Ceritakan pengalaman jadi TKI sambil minum tuak, pria ini ditebas rekannya di Lombok Tengah

id TKI,Ditebas,Minum Arak,Mabuk,Praya Lombok Tengah

Ceritakan pengalaman jadi TKI sambil minum tuak, pria ini ditebas rekannya di Lombok Tengah

Korban

Praya, Lombok Tengah (ANTARA) - Salah seorang warga Dusun Tandek Kecamatan Jonggat, HM Sauki (33), ditebas rekannya saat bersama-sama minum tuak (minuman tradisional) di Dusun Batu Bolong Desa Ungga Kecamatan Praya Barat Daya, Selasa (14/9) pukul 01.10 Wita.

Kapolres Lombok Tengah AKBP Hary Indra Cahyono.SH.SIK.MH. melalui Kapolsek Praya Barat Daya AKP Halid membenarkan kejadian yang mengakibatkan HM Saupi mengalami luka sobek di bagian kepala.

"Korban ditebas di kepala bagian saat minum tuak bersama teman-temannya," kata Kapolsek.

Pelaku yang telah diketahui identitasnya itu kini dalam pengejaran aparat untuk dilakukan penyelidikan motif melakukan tindak pidana penganiayaan terhadap korban.

"Ada dua orang saksi dalam kejadian tersebut, yakni Jumatri alias Bangok, warga Dusun Batu Bolong selaku pemilik rumah tempat minum tuak, dan Rahman warga Dusun Burejeng Desa Batujai Kecamatan Praya Barat," ungkap Kapolsek.

Kapolsek menjelaskan, berdasarkan pengakuan Bangok bahwa korban sedang minum tuak bersama 10 orang rekannya.
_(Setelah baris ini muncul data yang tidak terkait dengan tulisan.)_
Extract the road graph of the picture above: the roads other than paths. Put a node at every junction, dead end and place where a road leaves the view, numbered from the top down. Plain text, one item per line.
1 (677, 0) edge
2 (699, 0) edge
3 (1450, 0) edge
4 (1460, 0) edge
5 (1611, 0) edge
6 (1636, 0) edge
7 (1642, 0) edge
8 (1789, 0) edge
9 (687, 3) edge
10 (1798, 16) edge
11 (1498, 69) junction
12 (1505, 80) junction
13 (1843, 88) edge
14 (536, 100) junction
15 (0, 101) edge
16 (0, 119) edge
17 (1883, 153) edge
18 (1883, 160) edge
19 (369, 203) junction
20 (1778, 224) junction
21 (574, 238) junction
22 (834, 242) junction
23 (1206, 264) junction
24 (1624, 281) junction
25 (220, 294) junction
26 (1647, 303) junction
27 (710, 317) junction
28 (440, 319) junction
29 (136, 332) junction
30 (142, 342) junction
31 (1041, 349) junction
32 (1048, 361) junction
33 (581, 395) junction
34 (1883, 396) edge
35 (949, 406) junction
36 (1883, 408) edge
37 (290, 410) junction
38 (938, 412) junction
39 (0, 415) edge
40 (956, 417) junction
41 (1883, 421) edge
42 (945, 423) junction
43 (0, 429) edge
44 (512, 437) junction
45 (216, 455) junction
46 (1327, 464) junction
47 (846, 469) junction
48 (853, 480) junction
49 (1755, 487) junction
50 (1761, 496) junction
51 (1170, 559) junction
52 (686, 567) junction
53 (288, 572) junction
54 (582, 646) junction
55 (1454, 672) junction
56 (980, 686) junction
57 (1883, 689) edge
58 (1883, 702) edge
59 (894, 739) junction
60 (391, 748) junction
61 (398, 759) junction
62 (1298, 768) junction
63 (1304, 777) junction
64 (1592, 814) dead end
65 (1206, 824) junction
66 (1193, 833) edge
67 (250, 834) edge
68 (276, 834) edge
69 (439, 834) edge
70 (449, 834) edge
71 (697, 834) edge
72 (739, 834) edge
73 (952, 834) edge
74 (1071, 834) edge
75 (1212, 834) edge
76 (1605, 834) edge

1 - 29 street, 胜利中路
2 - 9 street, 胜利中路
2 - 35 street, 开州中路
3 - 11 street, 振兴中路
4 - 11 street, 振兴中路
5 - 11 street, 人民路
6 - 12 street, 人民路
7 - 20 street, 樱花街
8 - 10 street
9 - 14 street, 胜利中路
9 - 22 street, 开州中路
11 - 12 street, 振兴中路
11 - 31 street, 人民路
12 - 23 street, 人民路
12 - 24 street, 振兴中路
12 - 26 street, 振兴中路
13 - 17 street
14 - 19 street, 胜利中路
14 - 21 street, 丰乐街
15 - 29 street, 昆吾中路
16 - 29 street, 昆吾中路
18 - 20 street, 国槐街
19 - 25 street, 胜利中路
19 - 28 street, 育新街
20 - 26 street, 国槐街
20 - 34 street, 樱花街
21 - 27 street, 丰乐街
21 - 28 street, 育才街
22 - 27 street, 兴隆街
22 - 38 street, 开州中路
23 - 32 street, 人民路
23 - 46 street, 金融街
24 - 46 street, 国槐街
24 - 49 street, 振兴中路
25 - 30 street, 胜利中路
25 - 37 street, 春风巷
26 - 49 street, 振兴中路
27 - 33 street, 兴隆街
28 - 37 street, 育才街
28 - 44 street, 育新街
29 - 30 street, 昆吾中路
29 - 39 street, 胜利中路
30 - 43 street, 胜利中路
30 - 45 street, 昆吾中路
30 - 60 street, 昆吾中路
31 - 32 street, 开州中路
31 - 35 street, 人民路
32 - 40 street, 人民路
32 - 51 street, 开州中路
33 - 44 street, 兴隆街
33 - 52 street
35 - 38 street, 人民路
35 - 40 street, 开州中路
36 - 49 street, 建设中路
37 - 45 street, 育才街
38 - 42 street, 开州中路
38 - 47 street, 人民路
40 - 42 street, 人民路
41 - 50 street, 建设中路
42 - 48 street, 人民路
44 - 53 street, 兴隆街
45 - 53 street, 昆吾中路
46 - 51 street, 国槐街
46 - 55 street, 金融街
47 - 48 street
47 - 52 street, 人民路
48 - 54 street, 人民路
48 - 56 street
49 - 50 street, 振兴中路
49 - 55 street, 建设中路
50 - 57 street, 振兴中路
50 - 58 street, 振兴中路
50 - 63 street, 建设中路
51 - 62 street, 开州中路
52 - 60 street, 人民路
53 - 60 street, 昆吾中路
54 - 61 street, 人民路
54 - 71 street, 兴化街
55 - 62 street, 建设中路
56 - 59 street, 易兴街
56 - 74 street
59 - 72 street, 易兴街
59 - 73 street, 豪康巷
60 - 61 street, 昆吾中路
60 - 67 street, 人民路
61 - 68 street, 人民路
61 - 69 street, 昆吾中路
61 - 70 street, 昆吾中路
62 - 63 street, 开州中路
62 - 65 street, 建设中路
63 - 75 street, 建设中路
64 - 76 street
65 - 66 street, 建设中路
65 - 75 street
Pada saat itu korban menceritakan pengalamannya menjadi TKI di Arab Saudi.

Sempat terjadi adu argumen antara pelaku dan korban saat bercerita itu, dan diduga membuat pelaku inisial MRN (30), warga Desa Batujai menjadi tersinggung dan salah paham.

Saat adu argumen itu, lampu tiba-tiba padam dan seketika itu pelaku menebas korban yang mengenai bagian kepala menggunakan sebilah parang.

"Setelah menebas korban, pelaku langsung melarikan diri ke arah barat, dan korban saat itu juga dilarikan ke Puskesmas Batujai untuk mendapatkan perawatan medis," jelas Kapolsek.

 Anggota Polsek Praya Barat Daya yang mendapat laporan kejadian itu segera mengecek keberadaan korban di Puskesmas Batujai.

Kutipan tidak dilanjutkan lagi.